The reality probably lies between the two possibilities.
Mpeketoni has a large population of people from upcountry settled in the
area in the 1970s. Land disputes between the "native" and "settler"
population are not uncommon.
In recent years, these tensions have been heightened by fears that a
proposed new port at Lamu, part of the Lamu Port, Southern-Sudan, Ethiopia
Transport (LAPSSET) corridor project will take more land away from residents
while bringing in a new wave of immigrants.
However, the majority of those killed in the attack on Mpeketoni were people
who originated upcountry.
Abubaker Al Almudy, the chairperson of the Save Lamu Coalition, a pressure
group that advocates for native land rights in the area, told The
EastAfrican that the attack was not fuelled by local land disputes.
"We are indigenous people and we have been welcoming immigrants to Lamu for
nine centuries for trade and settlement; that could not have been the reason
for the attack," he said. "The attackers had sophisticated weapons. I don't
think the local population can be organised to carry out such an attack."

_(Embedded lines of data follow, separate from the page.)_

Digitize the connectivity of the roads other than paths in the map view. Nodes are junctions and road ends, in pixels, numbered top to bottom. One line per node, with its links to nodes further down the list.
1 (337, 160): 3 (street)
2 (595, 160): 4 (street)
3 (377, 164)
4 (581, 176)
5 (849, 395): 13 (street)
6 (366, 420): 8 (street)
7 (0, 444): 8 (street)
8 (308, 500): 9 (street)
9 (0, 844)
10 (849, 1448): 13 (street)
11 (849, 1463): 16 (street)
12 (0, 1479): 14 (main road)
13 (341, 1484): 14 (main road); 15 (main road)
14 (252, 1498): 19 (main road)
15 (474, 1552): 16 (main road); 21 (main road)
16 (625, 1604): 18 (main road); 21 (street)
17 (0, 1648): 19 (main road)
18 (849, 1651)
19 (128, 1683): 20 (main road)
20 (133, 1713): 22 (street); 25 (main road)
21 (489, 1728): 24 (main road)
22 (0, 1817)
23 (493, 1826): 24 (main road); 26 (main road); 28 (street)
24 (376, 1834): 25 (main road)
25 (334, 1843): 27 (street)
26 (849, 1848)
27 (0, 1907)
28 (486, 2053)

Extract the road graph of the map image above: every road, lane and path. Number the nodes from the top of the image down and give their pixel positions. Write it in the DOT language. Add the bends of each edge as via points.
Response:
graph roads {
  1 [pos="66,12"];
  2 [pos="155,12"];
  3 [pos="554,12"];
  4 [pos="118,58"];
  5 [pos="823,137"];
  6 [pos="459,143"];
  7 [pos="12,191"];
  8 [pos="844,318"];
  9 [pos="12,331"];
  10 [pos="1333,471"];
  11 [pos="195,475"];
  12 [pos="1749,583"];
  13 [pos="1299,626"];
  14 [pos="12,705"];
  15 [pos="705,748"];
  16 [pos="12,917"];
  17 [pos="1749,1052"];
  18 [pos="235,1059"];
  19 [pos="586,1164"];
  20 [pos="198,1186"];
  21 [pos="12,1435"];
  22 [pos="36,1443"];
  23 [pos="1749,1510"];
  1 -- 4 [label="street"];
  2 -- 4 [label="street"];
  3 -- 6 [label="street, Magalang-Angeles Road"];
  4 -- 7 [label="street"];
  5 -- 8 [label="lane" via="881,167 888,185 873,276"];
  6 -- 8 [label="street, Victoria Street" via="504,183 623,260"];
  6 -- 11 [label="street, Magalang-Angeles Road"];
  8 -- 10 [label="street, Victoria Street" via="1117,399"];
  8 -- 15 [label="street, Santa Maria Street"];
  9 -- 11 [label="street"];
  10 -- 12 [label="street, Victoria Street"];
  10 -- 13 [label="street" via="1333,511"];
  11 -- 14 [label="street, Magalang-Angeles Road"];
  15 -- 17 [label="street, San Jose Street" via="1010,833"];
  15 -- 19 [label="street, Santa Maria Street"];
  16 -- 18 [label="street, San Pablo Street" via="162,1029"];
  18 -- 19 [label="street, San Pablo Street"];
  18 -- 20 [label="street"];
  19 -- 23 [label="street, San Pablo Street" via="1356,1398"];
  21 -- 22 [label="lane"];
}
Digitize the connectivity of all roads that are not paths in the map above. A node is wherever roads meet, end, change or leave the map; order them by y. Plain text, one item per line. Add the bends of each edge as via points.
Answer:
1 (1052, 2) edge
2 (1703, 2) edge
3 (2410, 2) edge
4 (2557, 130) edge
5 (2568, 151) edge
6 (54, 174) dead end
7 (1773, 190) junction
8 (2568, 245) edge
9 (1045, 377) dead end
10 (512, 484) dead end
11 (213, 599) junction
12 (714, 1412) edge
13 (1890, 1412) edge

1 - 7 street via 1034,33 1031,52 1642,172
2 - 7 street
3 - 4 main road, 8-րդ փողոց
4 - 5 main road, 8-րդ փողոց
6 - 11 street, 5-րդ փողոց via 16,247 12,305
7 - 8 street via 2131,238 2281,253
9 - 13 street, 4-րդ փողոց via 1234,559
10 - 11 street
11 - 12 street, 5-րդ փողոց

Several terrorism experts say they believe Al Shabaab was involved in the
attack.
"When Al Shabaab claims responsibility we have to take it seriously," a
terrorism watcher in the region told this newspaper. The expert noted,
however, that the Al Shabaab spokesman said the attack "was ordered" by the
group's high command and that "the Islamic fighters answered to that holy
call."
He said: "It could be a subtle difference or it could point to the emergence
of standalone cells of Islamic fighters, including some based in Kenya."
Several anti-terrorism experts interviewed, who agreed to speak freely on
condition of anonymity, said there are growing signs of a shift in tactics
and strategy by Al Shabaab in the region.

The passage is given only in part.